The situation between what I am doing in this small town is analogous to what a senior citizen is doing when receiving Social Security or Medicare.

I/the senior receive printed money from myself/the government and I/the senior use that money to buy goods from the small town/other people in the US.

I/the senior receive borrowed money from banks in the small town/the government, and I/the senior use that money to buy goods from the small town/other people in the US.
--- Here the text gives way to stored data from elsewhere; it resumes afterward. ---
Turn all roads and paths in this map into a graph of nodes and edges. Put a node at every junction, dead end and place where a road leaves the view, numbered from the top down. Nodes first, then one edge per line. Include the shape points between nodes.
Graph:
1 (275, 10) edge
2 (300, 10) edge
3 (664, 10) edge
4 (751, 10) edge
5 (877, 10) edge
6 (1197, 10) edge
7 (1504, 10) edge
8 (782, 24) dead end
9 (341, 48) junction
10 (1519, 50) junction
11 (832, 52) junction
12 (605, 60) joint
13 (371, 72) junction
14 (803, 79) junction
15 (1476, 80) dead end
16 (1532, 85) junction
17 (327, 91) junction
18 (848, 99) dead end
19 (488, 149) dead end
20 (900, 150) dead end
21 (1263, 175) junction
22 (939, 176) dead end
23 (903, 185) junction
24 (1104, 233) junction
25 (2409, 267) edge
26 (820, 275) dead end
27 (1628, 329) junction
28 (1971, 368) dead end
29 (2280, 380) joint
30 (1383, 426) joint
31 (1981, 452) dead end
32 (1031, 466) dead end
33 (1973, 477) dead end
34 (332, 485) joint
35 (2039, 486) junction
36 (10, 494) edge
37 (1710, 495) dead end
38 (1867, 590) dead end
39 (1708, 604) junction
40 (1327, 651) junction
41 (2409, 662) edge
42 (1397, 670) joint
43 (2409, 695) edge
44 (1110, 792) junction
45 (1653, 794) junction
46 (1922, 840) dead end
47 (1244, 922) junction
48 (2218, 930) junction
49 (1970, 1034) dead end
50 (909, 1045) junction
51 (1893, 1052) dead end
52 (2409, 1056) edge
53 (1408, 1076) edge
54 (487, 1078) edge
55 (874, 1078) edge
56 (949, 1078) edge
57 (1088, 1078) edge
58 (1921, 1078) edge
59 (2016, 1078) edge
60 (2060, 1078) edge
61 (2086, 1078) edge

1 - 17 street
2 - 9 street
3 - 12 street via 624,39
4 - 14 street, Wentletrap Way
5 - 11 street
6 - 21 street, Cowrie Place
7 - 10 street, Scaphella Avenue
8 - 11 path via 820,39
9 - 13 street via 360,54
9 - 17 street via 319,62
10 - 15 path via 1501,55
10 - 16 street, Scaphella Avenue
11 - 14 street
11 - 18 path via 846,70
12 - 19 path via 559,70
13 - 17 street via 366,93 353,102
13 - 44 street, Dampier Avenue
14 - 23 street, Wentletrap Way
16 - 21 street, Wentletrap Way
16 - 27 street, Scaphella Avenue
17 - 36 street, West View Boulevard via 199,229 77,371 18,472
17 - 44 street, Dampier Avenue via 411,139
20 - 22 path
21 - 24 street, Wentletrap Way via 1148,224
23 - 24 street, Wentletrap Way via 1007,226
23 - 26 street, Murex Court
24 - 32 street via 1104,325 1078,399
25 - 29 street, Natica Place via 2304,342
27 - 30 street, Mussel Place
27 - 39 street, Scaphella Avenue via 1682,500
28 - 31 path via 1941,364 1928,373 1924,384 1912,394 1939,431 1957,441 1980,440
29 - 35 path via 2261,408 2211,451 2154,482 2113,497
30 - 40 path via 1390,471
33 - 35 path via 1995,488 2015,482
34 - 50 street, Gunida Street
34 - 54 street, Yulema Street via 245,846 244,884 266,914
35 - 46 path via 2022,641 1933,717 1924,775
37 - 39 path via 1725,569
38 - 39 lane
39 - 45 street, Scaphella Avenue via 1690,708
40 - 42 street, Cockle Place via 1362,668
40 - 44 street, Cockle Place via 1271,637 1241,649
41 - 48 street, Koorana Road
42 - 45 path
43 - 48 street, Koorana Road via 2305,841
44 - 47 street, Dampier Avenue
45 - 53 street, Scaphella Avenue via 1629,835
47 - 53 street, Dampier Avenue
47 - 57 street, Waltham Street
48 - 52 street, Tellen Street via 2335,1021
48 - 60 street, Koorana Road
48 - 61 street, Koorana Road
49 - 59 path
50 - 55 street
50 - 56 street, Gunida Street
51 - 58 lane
theknuckler_33: What business anywhere in the history of ever produce only exactly what they know they are going to sell and never have more in case more demand comes up?  That's the whole farking point of owning a business is to GET MORE BUSINESS! This stupid scenario that a town only can produce in one day exactly what it needs in one day so that anyone coming in to increase demand makes the local economy collapse like a house of cards doesn't extrapolate to the real world because no business ever has ever worked that way!!! It is exactly because nothing in the real world actually works the way things seems to in your preposterously specific scenarios that they don't 'extrapolate'.
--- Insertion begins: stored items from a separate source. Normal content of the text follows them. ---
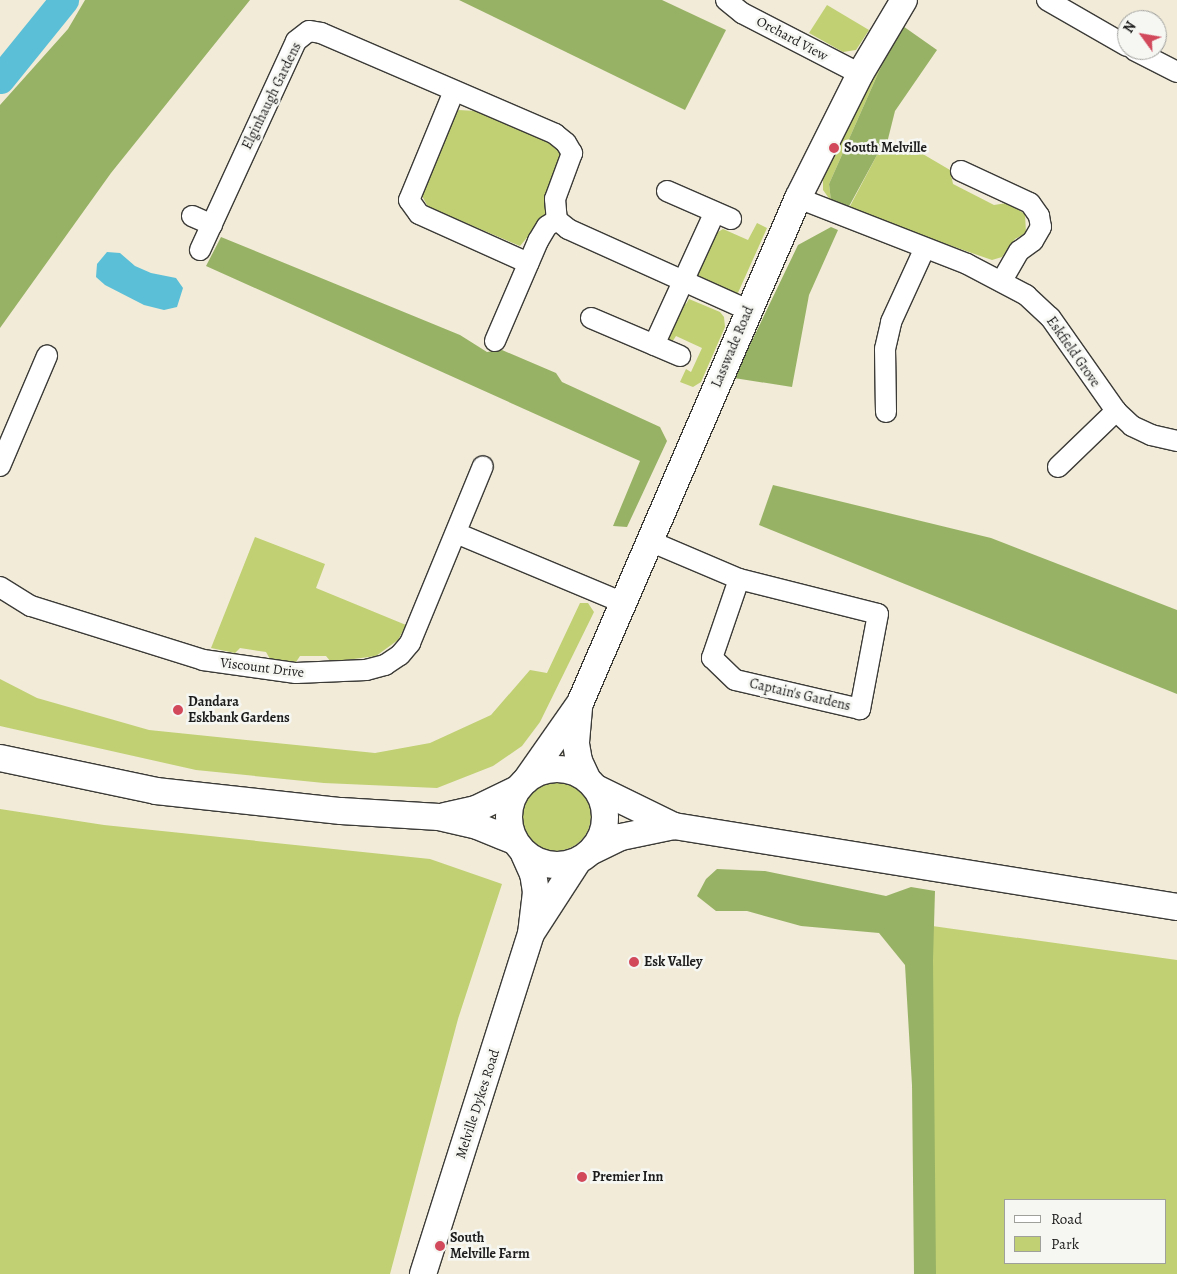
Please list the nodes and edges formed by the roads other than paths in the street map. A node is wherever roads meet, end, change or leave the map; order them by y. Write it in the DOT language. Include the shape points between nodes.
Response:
graph roads {
  1 [pos="726,0"];
  2 [pos="904,0"];
  3 [pos="1047,0"];
  4 [pos="1117,40"];
  5 [pos="1154,60"];
  6 [pos="1177,72"];
  7 [pos="860,74"];
  8 [pos="454,91"];
  9 [pos="961,171"];
  10 [pos="666,191"];
  11 [pos="798,198"];
  12 [pos="192,216"];
  13 [pos="556,220"];
  14 [pos="212,225"];
  15 [pos="200,250"];
  16 [pos="924,250"];
  17 [pos="528,263"];
  18 [pos="1002,280"];
  19 [pos="684,282"];
  20 [pos="748,310"];
  21 [pos="591,318"];
  22 [pos="495,341"];
  23 [pos="654,345"];
  24 [pos="47,356"];
  25 [pos="680,356"];
  26 [pos="1116,411"];
  27 [pos="886,412"];
  28 [pos="1177,441"];
  29 [pos="0,466"];
  30 [pos="483,466"];
  31 [pos="1058,467"];
  32 [pos="456,533"];
  33 [pos="652,542"];
  34 [pos="739,579"];
  35 [pos="0,587"];
  36 [pos="624,603"];
  37 [pos="580,703"];
  38 [pos="0,758"];
  39 [pos="521,784"];
  40 [pos="592,784"];
  41 [pos="439,817"];
  42 [pos="674,826"];
  43 [pos="519,848"];
  44 [pos="585,856"];
  45 [pos="1177,907"];
  46 [pos="531,934"];
  47 [pos="423,1274"];
  1 -- 7 [label="street, Orchard View" via="742,13"];
  2 -- 7 [label="main road, Lasswade Road"];
  3 -- 4 [label="street"];
  5 -- 6 [label="street"];
  7 -- 11 [label="main road, Lasswade Road"];
  8 -- 13 [label="street, Elginhaugh Gardens" via="555,134 566,143 572,153 555,199 553,211"];
  8 -- 14 [label="street, Elginhaugh Gardens" via="321,33 309,31 296,41"];
  8 -- 17 [label="street" via="409,200 419,214"];
  9 -- 18 [label="street" via="1030,203 1039,216 1041,227 1034,241 1019,251"];
  10 -- 19 [label="street" via="723,215"];
  11 -- 16 [label="street, Eskfield Grove"];
  11 -- 20 [label="main road, Lasswade Road"];
  12 -- 14 [label="street"];
  13 -- 17 [label="street" via="547,226"];
  13 -- 19 [label="street" via="568,229"];
  14 -- 15 [label="street, Elginhaugh Gardens"];
  16 -- 18 [label="street, Eskfield Grove"];
  16 -- 27 [label="street" via="892,322 885,349"];
  17 -- 22 [label="street"];
  18 -- 26 [label="street, Eskfield Grove" via="1026,295 1050,317"];
  19 -- 20 [label="street"];
  19 -- 23 [label="street"];
  20 -- 33 [label="main road, Lasswade Road"];
  21 -- 23 [label="street"];
  23 -- 25 [label="street"];
  24 -- 29 [label="street"];
  26 -- 28 [label="street, Eskfield Grove" via="1132,426"];
  26 -- 31 [label="street"];
  30 -- 32 [label="street, Viscount Drive"];
  32 -- 35 [label="street, Viscount Drive" via="410,643 385,665 366,670 296,673 203,660 31,606"];
  32 -- 36 [label="street"];
  33 -- 34 [label="street, Captain's Gardens"];
  33 -- 36 [label="main road, Lasswade Road"];
  34 -- 34 [label="street, Captain's Gardens" via="878,614 860,709 735,680 712,658"];
  36 -- 37 [label="main road, Lasswade Road"];
  37 -- 39 [label="main road, Lasswade Road"];
  37 -- 40 [label="main road, Lasswade Road" via="576,744 578,761"];
  38 -- 41 [label="main road" via="156,791 341,811"];
  39 -- 40 [label="main road" via="550,769 576,773"];
  39 -- 41 [label="main road" via="476,808"];
  39 -- 43 [label="main road" via="508,815"];
  40 -- 42 [label="main road"];
  40 -- 44 [label="main road" via="604,804 605,820 601,837"];
  41 -- 43 [label="main road" via="477,826"];
  42 -- 44 [label="main road" via="621,837"];
  42 -- 45 [label="main road"];
  43 -- 44 [label="main road" via="541,864 560,866"];
  43 -- 46 [label="main road, Melville Dykes Road" via="533,874 536,892"];
  44 -- 46 [label="main road, Melville Dykes Road"];
  46 -- 47 [label="main road, Melville Dykes Road"];
}
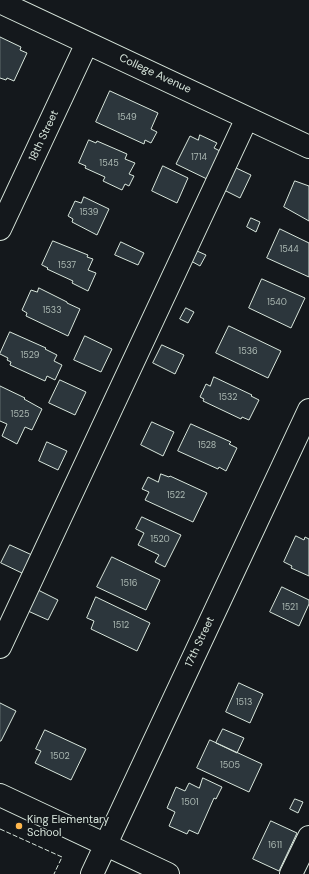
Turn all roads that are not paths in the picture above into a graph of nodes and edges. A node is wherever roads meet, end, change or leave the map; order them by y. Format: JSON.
{"nodes":[{"id":1,"x":0,"y":2,"type":"edge"},
{"id":2,"x":87,"y":43,"type":"junction"},
{"id":3,"x":247,"y":118,"type":"junction"},
{"id":4,"x":309,"y":147,"type":"edge"},
{"id":5,"x":0,"y":229,"type":"edge"},
{"id":6,"x":309,"y":410,"type":"edge"},
{"id":7,"x":0,"y":647,"type":"edge"},
{"id":8,"x":0,"y":795,"type":"edge"},
{"id":9,"x":309,"y":837,"type":"edge"},
{"id":10,"x":106,"y":844,"type":"junction"},
{"id":11,"x":92,"y":874,"type":"edge"},
{"id":12,"x":168,"y":874,"type":"edge"},
{"id":13,"x":291,"y":874,"type":"edge"}],
"edges":[{"from":1,"to":2,"type":"street","name":"College Avenue"},
{"from":2,"to":3,"type":"street","name":"College Avenue"},
{"from":2,"to":5,"type":"street","name":"18th Street"},
{"from":3,"to":4,"type":"street","name":"College Avenue"},
{"from":3,"to":7,"type":"street"},
{"from":6,"to":10,"type":"street","name":"17th Street"},
{"from":8,"to":10,"type":"street"},
{"from":9,"to":13,"type":"street"},
{"from":10,"to":11,"type":"street","name":"17th Street"},
{"from":10,"to":12,"type":"street"}]}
Again, these are a bunch of differences that aren't relevant to the point I'm trying to make.  All your saying is that there are differences between my analogy and reality, which I accept (otherwise, why use an analogy).  However, just because there are differences, doesn't mean the point is invalid.

That said, tt seems like you are suggesting that, if I were to walk into this town and buy 10,000 dollars worth of goods in one day, the businesses would simply double their production.  Is that a fair assessment of your argument?  I'm not entirely sure what your argument is - try to be more specific.  I buy 10,000 dollars worth of goods, and what actions do the businesses take?  Do they double their production on that day?  Do they double their production for every day following?  I'm curious.
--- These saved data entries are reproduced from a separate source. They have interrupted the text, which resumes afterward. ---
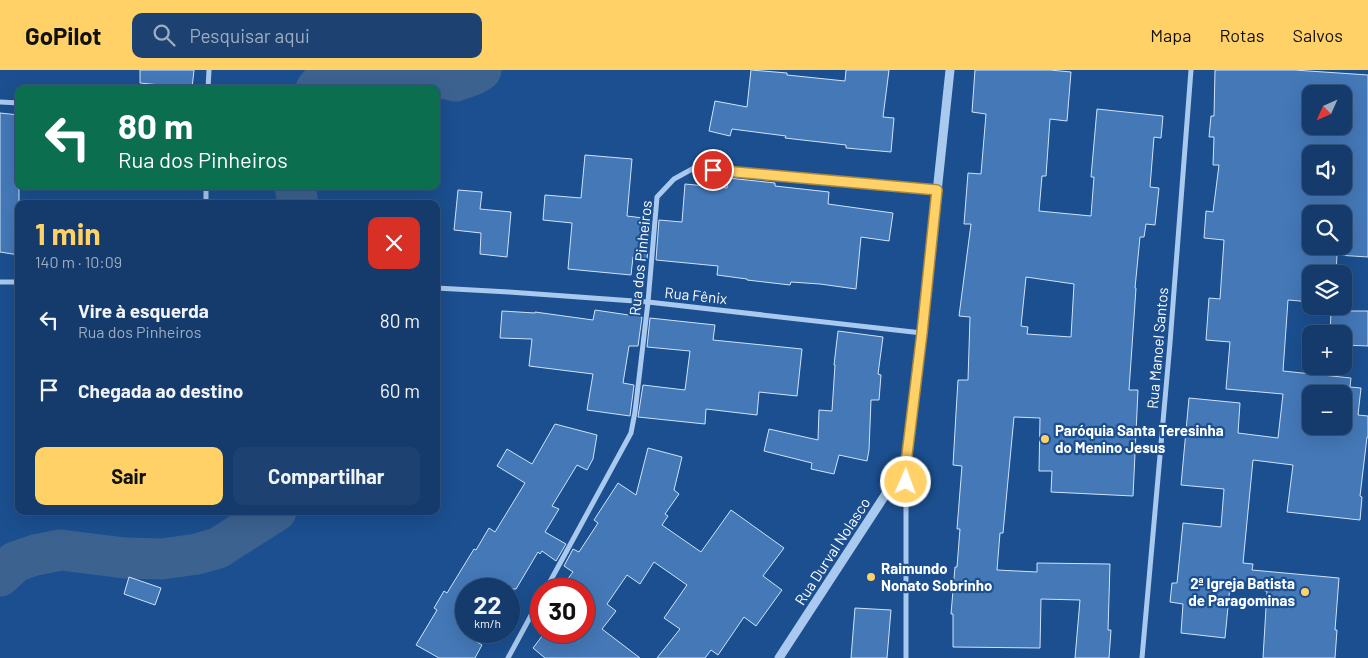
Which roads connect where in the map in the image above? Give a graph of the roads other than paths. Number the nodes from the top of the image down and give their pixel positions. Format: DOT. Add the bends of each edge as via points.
graph roads {
  1 [pos="209,70"];
  2 [pos="950,70"];
  3 [pos="1192,70"];
  4 [pos="208,85"];
  5 [pos="0,102"];
  6 [pos="15,103"];
  7 [pos="937,190"];
  8 [pos="0,282"];
  9 [pos="15,282"];
  10 [pos="440,288"];
  11 [pos="648,302"];
  12 [pos="922,333"];
  13 [pos="906,463"];
  14 [pos="552,578"];
  15 [pos="530,617"];
  16 [pos="508,658"];
  17 [pos="779,658"];
  18 [pos="906,658"];
  19 [pos="1142,658"];
  1 -- 4 [label="street"];
  2 -- 7 [label="street, Rua Durval Nolasco"];
  3 -- 19 [label="street, Rua Manoel Santos"];
  5 -- 6 [label="street"];
  7 -- 11 [label="street, Rua dos Pinheiros" via="694,168 674,179 657,197"];
  7 -- 12 [label="street, Rua Durval Nolasco"];
  8 -- 9 [label="street"];
  10 -- 11 [label="street, Rua Fênix"];
  11 -- 12 [label="street, Rua Fênix"];
  11 -- 14 [label="street, Rua dos Pinheiros" via="631,433"];
  12 -- 13 [label="street, Rua Durval Nolasco"];
  13 -- 17 [label="street, Rua Durval Nolasco"];
  13 -- 18 [label="street"];
  15 -- 16 [label="street"];
}
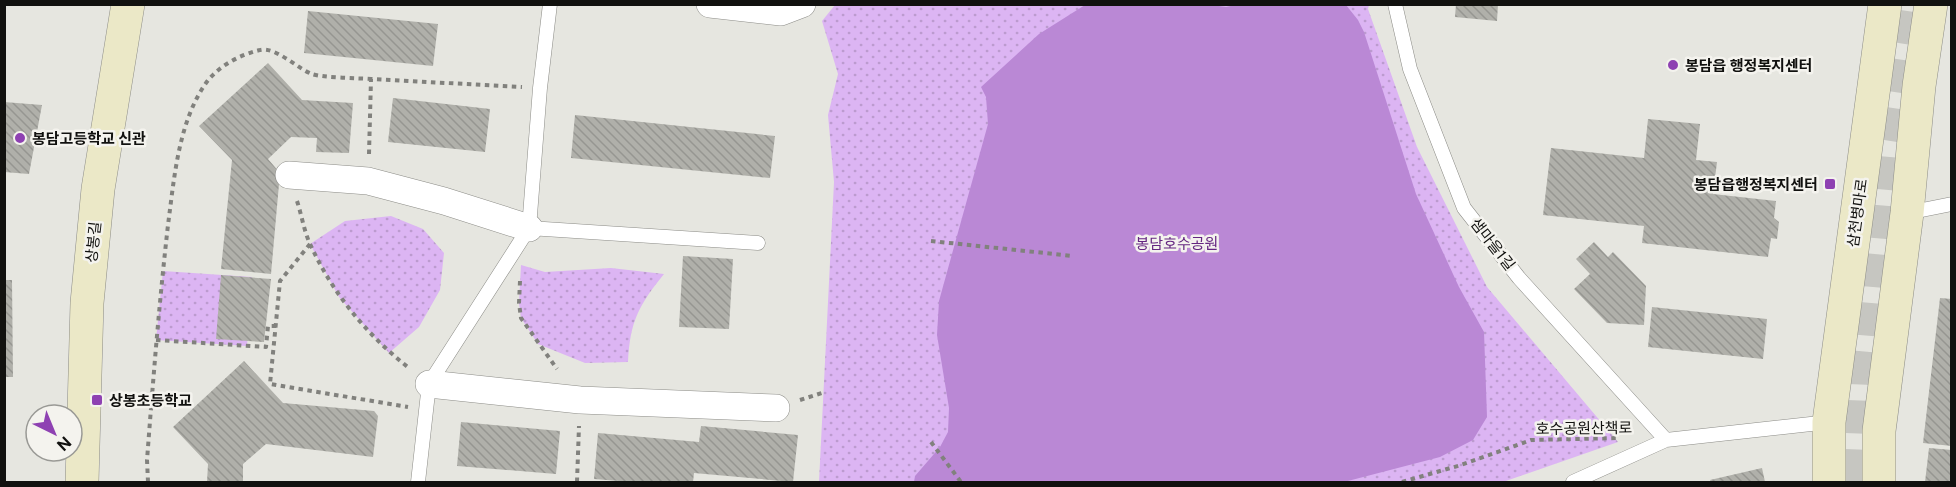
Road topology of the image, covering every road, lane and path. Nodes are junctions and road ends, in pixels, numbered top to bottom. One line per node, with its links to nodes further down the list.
1 (128, 4): 29 (main road, 상봉길)
2 (550, 4): 9 (lane)
3 (710, 4): 4 (street)
4 (802, 4)
5 (1395, 4): 27 (lane, 샘마을1길)
6 (1885, 4): 26 (main road, 삼천병마로)
7 (1931, 4): 13 (main road)
8 (371, 79): 9 (path); 11 (path); 21 (path)
9 (540, 88): 14 (lane)
10 (290, 175): 11 (street); 17 (path)
11 (368, 181): 14 (street)
12 (1952, 204): 13 (lane)
13 (1907, 213): 37 (main road)
14 (529, 228): 16 (lane); 22 (lane)
15 (931, 241): 18 (path)
16 (758, 243)
17 (310, 244): 20 (path); 22 (path)
18 (1073, 256)
19 (520, 274): 23 (path)
20 (276, 326): 21 (path); 25 (path)
21 (156, 340): 30 (path)
22 (429, 384): 23 (street); 25 (lane)
23 (580, 400): 24 (street); 32 (path)
24 (776, 408)
25 (426, 411): 31 (lane)
26 (1829, 422): 27 (lane); 36 (main road, 삼천병마로)
27 (1666, 440): 34 (path, 호수공원산책로); 35 (lane)
28 (931, 442): 33 (path)
29 (82, 483)
30 (148, 483)
31 (418, 483)
32 (577, 483)
33 (961, 483)
34 (1402, 483)
35 (1573, 483)
36 (1829, 483)
37 (1880, 483)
theknuckler_33: Where do people live in the US where they can't get good with the money they have? Why can't the town people buy shiat on Amazon or drive to the next farking town? You know, the kinds of things that people all across this country can do. When you remove so much of how our economy works from your scenario it ceases to be analogous! If it is no longer analogous, the results from the scenario cannot be extrapolated!


The small town represents the US in the analogy, if you couldn't figure it out.  The reason they can't buy shiat from Amazon, is because Amazon is located within the town, in the analogy.  We could add other cities in this analogy, which would be similar to foreign countries in reality, if you would like.

I'm not removing how our economy works.  Instead of our economy being 300 million people in the United States, it is 200 people in a small town.  It functions exactly the same.  To be fair, I removed foreign countries/other towns from the analogy, which is an important issue - the one thing you aren't getting at, which is really the only difference between the 300 million and 200 people economies (besides the scale of course) is that the larger one also has a reserve currency.  Which certainly makes things more interesting, but does not change the facts.

It seems like you are incapable of understanding that the same rules that govern an economy of 300 million people govern an economy of 200 people.  You want there to be some kind of difference between the two, but you are unable to provide one.  Because there isn't a difference.
 
2013-03-21 02:39:09 PM

cameroncrazy1984: What you mean is that we have a problem with ignoring the constraints of reality.


No, all of the constraints of reality are present in my analogies - it is simply a matter of scale.

The laws that govern an economy of 200 people are the exact same as those that govern an economy of 300 million people.  Your failure to understand that is your fault, not mine.